It is true that we live but to die, but life itself becomes death when there is no certainty of tomorrow. That was what life became that morning. That morning I heard the thundering voice of what they call bomb for the first time. Father, like a frightened dog, barked at us. ‘Get under the bed’. It was my sister and me. Mother quivered like a child having yellow fever.
We obeyed. Not even our hearts could tell us not to, for we heard it too. That sound that began the wrench of psyche, and pushed us, still children, into the stage of adulthood.
Father said it was war. He said ‘war has begun.’ A new age – an age where men could not boast in the bounty of books, all must carry the gun, dawned on us like day. And as each day fed us its own woes, the guns still rattled, the bombs still came shattering hopes and lives – each day was a meal of bombshells, a macabre meal – I watched my father, once a preacher of peace, walk into the emptiness of a war age, never to return.
‘I must stop being a weakling in the name of peace. I must fight for peace if it must reign,’ he told me before he vanished. ‘Shield your sister with your life. Better you die than let her die. Be a man.’
Not long after he swore to die for peace, Mother broke down. She became the one to be shielded not my sister. I did the best I could, our neighbours too tried, but rather than betterment, it was detriment. And I soon realized it was by instalment. Death. Her death. Each day feeding us bombshells and mother piercing cries. I watched her that morning as tears ran down my eyes, I watched her say her last words amidst gasps for life. ‘Son b… be strong. I l…ove y‘– she never completed it. Death didn’t allow her to, but like a child’s wordless message to its mother, I heard it all. I understood.

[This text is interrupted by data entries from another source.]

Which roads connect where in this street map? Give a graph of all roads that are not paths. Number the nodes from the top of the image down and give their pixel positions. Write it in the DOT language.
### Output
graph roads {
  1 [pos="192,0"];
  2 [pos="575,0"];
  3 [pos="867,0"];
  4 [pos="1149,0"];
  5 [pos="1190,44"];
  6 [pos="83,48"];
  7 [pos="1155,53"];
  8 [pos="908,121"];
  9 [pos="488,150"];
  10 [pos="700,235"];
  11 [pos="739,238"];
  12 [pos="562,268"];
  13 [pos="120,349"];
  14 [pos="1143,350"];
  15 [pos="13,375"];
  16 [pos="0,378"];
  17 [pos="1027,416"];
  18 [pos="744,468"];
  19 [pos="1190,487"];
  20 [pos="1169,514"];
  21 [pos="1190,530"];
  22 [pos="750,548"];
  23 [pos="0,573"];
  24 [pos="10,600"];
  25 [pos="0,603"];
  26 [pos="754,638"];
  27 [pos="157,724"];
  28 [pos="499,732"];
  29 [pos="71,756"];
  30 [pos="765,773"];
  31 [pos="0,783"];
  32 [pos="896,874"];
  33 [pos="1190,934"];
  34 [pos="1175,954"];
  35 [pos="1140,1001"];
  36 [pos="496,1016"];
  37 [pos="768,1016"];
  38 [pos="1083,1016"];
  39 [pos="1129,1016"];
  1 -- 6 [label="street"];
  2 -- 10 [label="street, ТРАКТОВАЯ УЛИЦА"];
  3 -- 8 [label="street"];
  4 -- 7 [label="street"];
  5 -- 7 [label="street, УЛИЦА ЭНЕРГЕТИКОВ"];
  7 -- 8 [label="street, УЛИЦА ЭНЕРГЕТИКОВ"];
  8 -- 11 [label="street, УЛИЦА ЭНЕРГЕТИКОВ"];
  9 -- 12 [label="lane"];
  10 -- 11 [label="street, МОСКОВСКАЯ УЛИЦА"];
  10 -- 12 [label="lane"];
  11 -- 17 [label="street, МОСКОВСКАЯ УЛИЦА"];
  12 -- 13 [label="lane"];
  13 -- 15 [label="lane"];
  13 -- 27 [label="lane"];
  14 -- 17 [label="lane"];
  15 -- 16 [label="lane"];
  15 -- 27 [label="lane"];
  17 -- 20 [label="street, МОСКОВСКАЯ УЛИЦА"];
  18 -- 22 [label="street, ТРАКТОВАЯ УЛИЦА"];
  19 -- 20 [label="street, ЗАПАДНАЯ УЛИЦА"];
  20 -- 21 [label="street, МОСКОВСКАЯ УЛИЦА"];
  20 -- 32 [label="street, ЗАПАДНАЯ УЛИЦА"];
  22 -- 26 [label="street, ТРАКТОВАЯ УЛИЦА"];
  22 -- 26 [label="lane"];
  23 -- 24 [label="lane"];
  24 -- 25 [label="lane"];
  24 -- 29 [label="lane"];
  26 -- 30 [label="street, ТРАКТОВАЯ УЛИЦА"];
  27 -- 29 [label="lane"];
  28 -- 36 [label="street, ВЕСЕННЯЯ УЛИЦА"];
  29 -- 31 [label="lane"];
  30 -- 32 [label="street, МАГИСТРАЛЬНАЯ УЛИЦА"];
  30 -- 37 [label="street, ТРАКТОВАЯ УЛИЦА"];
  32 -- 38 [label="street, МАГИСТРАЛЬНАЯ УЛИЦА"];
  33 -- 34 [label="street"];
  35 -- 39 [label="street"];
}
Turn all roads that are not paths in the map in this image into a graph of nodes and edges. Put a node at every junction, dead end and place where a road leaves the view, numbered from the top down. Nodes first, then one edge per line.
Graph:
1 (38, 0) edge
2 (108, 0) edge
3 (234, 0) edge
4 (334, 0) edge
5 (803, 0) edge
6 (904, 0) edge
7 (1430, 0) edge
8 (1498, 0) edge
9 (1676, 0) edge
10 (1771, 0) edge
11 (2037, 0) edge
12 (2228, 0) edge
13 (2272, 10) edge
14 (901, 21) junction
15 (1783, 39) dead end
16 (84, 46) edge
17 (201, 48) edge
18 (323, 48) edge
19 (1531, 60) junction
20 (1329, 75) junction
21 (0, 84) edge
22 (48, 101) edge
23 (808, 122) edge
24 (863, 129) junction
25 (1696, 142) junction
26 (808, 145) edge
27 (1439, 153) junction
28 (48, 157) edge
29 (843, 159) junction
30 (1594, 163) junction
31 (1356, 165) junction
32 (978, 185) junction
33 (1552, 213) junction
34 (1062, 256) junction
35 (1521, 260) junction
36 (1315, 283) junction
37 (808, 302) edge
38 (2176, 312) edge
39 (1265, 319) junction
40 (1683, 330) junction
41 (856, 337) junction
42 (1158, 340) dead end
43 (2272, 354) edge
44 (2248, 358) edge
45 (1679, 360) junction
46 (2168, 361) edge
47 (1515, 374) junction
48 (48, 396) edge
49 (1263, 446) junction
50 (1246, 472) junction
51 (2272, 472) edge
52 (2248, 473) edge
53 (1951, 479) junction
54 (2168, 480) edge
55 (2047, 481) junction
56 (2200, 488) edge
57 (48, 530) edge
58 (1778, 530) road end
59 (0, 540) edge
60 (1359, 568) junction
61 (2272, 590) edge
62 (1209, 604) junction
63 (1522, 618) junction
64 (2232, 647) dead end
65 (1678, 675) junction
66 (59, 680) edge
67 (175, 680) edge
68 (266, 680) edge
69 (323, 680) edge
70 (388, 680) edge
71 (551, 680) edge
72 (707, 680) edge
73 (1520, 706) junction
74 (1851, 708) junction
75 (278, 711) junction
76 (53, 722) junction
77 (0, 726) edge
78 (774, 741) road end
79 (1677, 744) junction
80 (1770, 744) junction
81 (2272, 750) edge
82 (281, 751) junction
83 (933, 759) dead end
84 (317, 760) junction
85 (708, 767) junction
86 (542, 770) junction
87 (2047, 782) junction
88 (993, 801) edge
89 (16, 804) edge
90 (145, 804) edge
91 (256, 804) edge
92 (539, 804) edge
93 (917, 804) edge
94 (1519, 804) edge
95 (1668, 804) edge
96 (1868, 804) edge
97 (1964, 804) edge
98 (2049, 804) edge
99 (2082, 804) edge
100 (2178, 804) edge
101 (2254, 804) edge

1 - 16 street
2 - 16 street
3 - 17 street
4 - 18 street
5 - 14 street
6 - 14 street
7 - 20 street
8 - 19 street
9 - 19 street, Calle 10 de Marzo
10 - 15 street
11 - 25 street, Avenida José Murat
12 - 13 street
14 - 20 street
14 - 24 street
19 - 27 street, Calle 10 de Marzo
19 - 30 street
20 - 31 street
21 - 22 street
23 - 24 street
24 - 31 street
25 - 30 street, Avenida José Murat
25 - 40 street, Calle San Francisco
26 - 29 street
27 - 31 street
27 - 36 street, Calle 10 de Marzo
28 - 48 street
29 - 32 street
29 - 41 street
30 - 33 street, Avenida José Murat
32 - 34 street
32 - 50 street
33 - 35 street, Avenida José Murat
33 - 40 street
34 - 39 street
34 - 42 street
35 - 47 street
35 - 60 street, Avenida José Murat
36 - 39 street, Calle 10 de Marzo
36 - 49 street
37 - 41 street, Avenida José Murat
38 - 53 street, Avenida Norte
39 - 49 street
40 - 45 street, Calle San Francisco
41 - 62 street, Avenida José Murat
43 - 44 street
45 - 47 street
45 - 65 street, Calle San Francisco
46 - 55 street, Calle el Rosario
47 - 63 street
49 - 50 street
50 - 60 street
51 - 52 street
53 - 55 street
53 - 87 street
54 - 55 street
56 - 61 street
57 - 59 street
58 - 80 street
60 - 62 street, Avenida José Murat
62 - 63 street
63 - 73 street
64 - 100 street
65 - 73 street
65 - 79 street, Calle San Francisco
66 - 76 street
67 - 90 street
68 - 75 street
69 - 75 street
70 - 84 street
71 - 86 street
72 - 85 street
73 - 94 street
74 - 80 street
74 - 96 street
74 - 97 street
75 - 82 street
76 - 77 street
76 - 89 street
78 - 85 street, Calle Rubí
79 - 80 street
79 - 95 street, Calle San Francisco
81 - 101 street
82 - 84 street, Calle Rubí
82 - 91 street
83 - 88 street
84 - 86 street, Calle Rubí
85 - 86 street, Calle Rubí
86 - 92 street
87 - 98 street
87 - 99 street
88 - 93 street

Life became for my sister and me, survival. A day mattered more than years to us. Just surviving each day was grace. What is life under an atmosphere of war if not survival? With each day came the urge to leave our anthill – the memories it bore were themselves a call to death. To leave and join my brothers daily dying on the field, but I could not leave my sister. I would never. Although, as I watched my neighbours bury blood brothers and sisters, fathers and mothers, like us – I don’t know where Father died, or was buried – the faith of our survival slipped through my heart like water through fingers.
So, like the children with swollen, smooth faced bellies and needle arms and legs, we continued to pray for peace and survival. Eating whatever we found like a chicken with no owner, picking here and picking there.
Things soon changed. Things changed when the men who began the fire decided to sit and talk. When they decided it was time for the roundtable – and if I may ask, where is war brought to an end if not at a table? Where is the names of millions buried if not in dialogue?
And now as I sit watching the sun rise in the West this morning, and cast its beauty on the rubbles of this earth – our earth – I laugh. I laugh in silence. It must not be heard. I laugh at the fools who call the roundtable a no-place, and call the war field, where it should be settled. I laugh because they do not know war – the three-letter word that turns shores of lives to death untimely.
And as I laugh I also pray it would not be a new beginning.